What to work on =>
An exact reproduction of the data below is the required answer.

** Opening Supplied data block **

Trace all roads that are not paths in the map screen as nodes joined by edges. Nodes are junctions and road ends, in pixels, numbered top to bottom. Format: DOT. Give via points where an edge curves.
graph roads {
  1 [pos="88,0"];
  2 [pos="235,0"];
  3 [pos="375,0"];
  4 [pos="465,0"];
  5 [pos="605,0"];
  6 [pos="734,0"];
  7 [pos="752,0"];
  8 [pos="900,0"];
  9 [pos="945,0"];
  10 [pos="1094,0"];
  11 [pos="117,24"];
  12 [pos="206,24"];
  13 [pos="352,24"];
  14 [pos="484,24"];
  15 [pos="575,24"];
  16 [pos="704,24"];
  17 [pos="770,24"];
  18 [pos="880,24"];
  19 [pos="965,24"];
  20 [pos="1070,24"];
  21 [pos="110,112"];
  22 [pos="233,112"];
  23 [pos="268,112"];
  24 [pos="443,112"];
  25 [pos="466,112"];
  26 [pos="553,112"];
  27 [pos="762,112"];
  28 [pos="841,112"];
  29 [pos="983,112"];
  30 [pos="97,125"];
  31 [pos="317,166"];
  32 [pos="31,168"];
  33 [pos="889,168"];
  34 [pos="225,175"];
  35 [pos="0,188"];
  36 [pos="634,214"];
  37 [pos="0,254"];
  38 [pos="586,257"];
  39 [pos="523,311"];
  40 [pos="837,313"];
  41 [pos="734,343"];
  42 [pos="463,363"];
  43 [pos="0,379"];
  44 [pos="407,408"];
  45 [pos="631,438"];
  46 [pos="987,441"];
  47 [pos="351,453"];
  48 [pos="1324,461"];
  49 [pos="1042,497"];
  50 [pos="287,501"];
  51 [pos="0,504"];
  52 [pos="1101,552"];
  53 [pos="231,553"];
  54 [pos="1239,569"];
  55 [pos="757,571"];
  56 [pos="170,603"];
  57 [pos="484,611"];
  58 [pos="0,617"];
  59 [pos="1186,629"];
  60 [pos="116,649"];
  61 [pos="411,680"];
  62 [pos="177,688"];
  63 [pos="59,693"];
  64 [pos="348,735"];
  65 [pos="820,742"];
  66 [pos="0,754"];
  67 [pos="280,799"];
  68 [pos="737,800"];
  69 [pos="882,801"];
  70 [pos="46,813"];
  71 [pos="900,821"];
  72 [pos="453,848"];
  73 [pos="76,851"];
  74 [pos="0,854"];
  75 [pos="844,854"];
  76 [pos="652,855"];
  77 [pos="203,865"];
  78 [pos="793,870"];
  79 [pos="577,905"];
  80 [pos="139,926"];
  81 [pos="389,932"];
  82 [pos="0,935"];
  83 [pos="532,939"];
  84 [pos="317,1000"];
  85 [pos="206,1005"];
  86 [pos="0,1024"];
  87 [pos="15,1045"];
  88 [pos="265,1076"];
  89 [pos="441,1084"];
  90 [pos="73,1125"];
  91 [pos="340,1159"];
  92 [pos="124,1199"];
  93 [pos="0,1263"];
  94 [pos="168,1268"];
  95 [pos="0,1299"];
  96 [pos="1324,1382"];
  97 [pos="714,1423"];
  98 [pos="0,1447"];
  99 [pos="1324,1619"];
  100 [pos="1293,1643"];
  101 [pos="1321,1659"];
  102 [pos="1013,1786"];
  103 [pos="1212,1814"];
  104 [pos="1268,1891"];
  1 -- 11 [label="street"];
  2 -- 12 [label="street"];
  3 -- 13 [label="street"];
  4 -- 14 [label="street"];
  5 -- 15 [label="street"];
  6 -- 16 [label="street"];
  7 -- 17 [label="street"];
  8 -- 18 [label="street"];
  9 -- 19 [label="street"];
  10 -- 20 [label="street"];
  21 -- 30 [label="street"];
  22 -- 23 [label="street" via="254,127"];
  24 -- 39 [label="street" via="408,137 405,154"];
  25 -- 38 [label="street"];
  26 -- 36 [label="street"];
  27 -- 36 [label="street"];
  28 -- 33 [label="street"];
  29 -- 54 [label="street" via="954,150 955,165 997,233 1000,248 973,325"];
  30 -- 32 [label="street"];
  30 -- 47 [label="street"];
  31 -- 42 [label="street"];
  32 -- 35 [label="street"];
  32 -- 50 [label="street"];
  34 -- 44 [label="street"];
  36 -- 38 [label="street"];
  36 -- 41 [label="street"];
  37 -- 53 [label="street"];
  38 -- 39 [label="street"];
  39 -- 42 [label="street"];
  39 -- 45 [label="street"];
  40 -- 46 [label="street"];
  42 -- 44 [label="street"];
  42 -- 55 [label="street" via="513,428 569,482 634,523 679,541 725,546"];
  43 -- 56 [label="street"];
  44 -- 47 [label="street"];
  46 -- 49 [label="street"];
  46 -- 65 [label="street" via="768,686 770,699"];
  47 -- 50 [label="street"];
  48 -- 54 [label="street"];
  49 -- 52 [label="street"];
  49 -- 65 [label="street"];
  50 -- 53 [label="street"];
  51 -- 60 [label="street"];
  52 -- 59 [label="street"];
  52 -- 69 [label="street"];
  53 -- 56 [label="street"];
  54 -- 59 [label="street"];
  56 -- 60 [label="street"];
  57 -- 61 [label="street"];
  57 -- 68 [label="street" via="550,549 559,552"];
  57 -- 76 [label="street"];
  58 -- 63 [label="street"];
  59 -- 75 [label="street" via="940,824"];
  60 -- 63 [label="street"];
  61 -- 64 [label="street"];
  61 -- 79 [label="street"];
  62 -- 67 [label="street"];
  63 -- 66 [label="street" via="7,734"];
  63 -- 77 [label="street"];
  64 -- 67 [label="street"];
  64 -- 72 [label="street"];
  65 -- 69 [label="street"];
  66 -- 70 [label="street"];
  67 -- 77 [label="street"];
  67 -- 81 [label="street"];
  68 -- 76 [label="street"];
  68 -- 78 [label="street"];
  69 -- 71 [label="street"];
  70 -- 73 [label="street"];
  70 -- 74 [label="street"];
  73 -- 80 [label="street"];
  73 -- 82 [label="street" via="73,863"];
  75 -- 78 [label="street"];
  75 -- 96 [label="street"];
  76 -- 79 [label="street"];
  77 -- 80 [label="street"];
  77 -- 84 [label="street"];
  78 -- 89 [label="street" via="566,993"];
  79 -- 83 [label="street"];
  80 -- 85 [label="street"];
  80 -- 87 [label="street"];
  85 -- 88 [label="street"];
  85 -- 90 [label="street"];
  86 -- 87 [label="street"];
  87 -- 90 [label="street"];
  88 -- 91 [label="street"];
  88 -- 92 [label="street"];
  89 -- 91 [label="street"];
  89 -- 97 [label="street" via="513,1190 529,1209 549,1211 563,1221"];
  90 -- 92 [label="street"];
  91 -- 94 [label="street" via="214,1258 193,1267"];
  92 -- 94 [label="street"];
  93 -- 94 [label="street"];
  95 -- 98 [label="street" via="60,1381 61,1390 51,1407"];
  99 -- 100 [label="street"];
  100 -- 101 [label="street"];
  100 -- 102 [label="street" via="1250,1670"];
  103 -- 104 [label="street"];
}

** Closing Supplied data block **

Answer below =>
Trace all roads that are not paths in the map screen as nodes joined by edges. Nodes are junctions and road ends, in pixels, numbered top to bottom. Format: DOT. Give via points where an edge curves.
graph roads {
  1 [pos="88,0"];
  2 [pos="235,0"];
  3 [pos="375,0"];
  4 [pos="465,0"];
  5 [pos="605,0"];
  6 [pos="734,0"];
  7 [pos="752,0"];
  8 [pos="900,0"];
  9 [pos="945,0"];
  10 [pos="1094,0"];
  11 [pos="117,24"];
  12 [pos="206,24"];
  13 [pos="352,24"];
  14 [pos="484,24"];
  15 [pos="575,24"];
  16 [pos="704,24"];
  17 [pos="770,24"];
  18 [pos="880,24"];
  19 [pos="965,24"];
  20 [pos="1070,24"];
  21 [pos="110,112"];
  22 [pos="233,112"];
  23 [pos="268,112"];
  24 [pos="443,112"];
  25 [pos="466,112"];
  26 [pos="553,112"];
  27 [pos="762,112"];
  28 [pos="841,112"];
  29 [pos="983,112"];
  30 [pos="97,125"];
  31 [pos="317,166"];
  32 [pos="31,168"];
  33 [pos="889,168"];
  34 [pos="225,175"];
  35 [pos="0,188"];
  36 [pos="634,214"];
  37 [pos="0,254"];
  38 [pos="586,257"];
  39 [pos="523,311"];
  40 [pos="837,313"];
  41 [pos="734,343"];
  42 [pos="463,363"];
  43 [pos="0,379"];
  44 [pos="407,408"];
  45 [pos="631,438"];
  46 [pos="987,441"];
  47 [pos="351,453"];
  48 [pos="1324,461"];
  49 [pos="1042,497"];
  50 [pos="287,501"];
  51 [pos="0,504"];
  52 [pos="1101,552"];
  53 [pos="231,553"];
  54 [pos="1239,569"];
  55 [pos="757,571"];
  56 [pos="170,603"];
  57 [pos="484,611"];
  58 [pos="0,617"];
  59 [pos="1186,629"];
  60 [pos="116,649"];
  61 [pos="411,680"];
  62 [pos="177,688"];
  63 [pos="59,693"];
  64 [pos="348,735"];
  65 [pos="820,742"];
  66 [pos="0,754"];
  67 [pos="280,799"];
  68 [pos="737,800"];
  69 [pos="882,801"];
  70 [pos="46,813"];
  71 [pos="900,821"];
  72 [pos="453,848"];
  73 [pos="76,851"];
  74 [pos="0,854"];
  75 [pos="844,854"];
  76 [pos="652,855"];
  77 [pos="203,865"];
  78 [pos="793,870"];
  79 [pos="577,905"];
  80 [pos="139,926"];
  81 [pos="389,932"];
  82 [pos="0,935"];
  83 [pos="532,939"];
  84 [pos="317,1000"];
  85 [pos="206,1005"];
  86 [pos="0,1024"];
  87 [pos="15,1045"];
  88 [pos="265,1076"];
  89 [pos="441,1084"];
  90 [pos="73,1125"];
  91 [pos="340,1159"];
  92 [pos="124,1199"];
  93 [pos="0,1263"];
  94 [pos="168,1268"];
  95 [pos="0,1299"];
  96 [pos="1324,1382"];
  97 [pos="714,1423"];
  98 [pos="0,1447"];
  99 [pos="1324,1619"];
  100 [pos="1293,1643"];
  101 [pos="1321,1659"];
  102 [pos="1013,1786"];
  103 [pos="1212,1814"];
  104 [pos="1268,1891"];
  1 -- 11 [label="street"];
  2 -- 12 [label="street"];
  3 -- 13 [label="street"];
  4 -- 14 [label="street"];
  5 -- 15 [label="street"];
  6 -- 16 [label="street"];
  7 -- 17 [label="street"];
  8 -- 18 [label="street"];
  9 -- 19 [label="street"];
  10 -- 20 [label="street"];
  21 -- 30 [label="street"];
  22 -- 23 [label="street" via="254,127"];
  24 -- 39 [label="street" via="408,137 405,154"];
  25 -- 38 [label="street"];
  26 -- 36 [label="street"];
  27 -- 36 [label="street"];
  28 -- 33 [label="street"];
  29 -- 54 [label="street" via="954,150 955,165 997,233 1000,248 973,325"];
  30 -- 32 [label="street"];
  30 -- 47 [label="street"];
  31 -- 42 [label="street"];
  32 -- 35 [label="street"];
  32 -- 50 [label="street"];
  34 -- 44 [label="street"];
  36 -- 38 [label="street"];
  36 -- 41 [label="street"];
  37 -- 53 [label="street"];
  38 -- 39 [label="street"];
  39 -- 42 [label="street"];
  39 -- 45 [label="street"];
  40 -- 46 [label="street"];
  42 -- 44 [label="street"];
  42 -- 55 [label="street" via="513,428 569,482 634,523 679,541 725,546"];
  43 -- 56 [label="street"];
  44 -- 47 [label="street"];
  46 -- 49 [label="street"];
  46 -- 65 [label="street" via="768,686 770,699"];
  47 -- 50 [label="street"];
  48 -- 54 [label="street"];
  49 -- 52 [label="street"];
  49 -- 65 [label="street"];
  50 -- 53 [label="street"];
  51 -- 60 [label="street"];
  52 -- 59 [label="street"];
  52 -- 69 [label="street"];
  53 -- 56 [label="street"];
  54 -- 59 [label="street"];
  56 -- 60 [label="street"];
  57 -- 61 [label="street"];
  57 -- 68 [label="street" via="550,549 559,552"];
  57 -- 76 [label="street"];
  58 -- 63 [label="street"];
  59 -- 75 [label="street" via="940,824"];
  60 -- 63 [label="street"];
  61 -- 64 [label="street"];
  61 -- 79 [label="street"];
  62 -- 67 [label="street"];
  63 -- 66 [label="street" via="7,734"];
  63 -- 77 [label="street"];
  64 -- 67 [label="street"];
  64 -- 72 [label="street"];
  65 -- 69 [label="street"];
  66 -- 70 [label="street"];
  67 -- 77 [label="street"];
  67 -- 81 [label="street"];
  68 -- 76 [label="street"];
  68 -- 78 [label="street"];
  69 -- 71 [label="street"];
  70 -- 73 [label="street"];
  70 -- 74 [label="street"];
  73 -- 80 [label="street"];
  73 -- 82 [label="street" via="73,863"];
  75 -- 78 [label="street"];
  75 -- 96 [label="street"];
  76 -- 79 [label="street"];
  77 -- 80 [label="street"];
  77 -- 84 [label="street"];
  78 -- 89 [label="street" via="566,993"];
  79 -- 83 [label="street"];
  80 -- 85 [label="street"];
  80 -- 87 [label="street"];
  85 -- 88 [label="street"];
  85 -- 90 [label="street"];
  86 -- 87 [label="street"];
  87 -- 90 [label="street"];
  88 -- 91 [label="street"];
  88 -- 92 [label="street"];
  89 -- 91 [label="street"];
  89 -- 97 [label="street" via="513,1190 529,1209 549,1211 563,1221"];
  90 -- 92 [label="street"];
  91 -- 94 [label="street" via="214,1258 193,1267"];
  92 -- 94 [label="street"];
  93 -- 94 [label="street"];
  95 -- 98 [label="street" via="60,1381 61,1390 51,1407"];
  99 -- 100 [label="street"];
  100 -- 101 [label="street"];
  100 -- 102 [label="street" via="1250,1670"];
  103 -- 104 [label="street"];
}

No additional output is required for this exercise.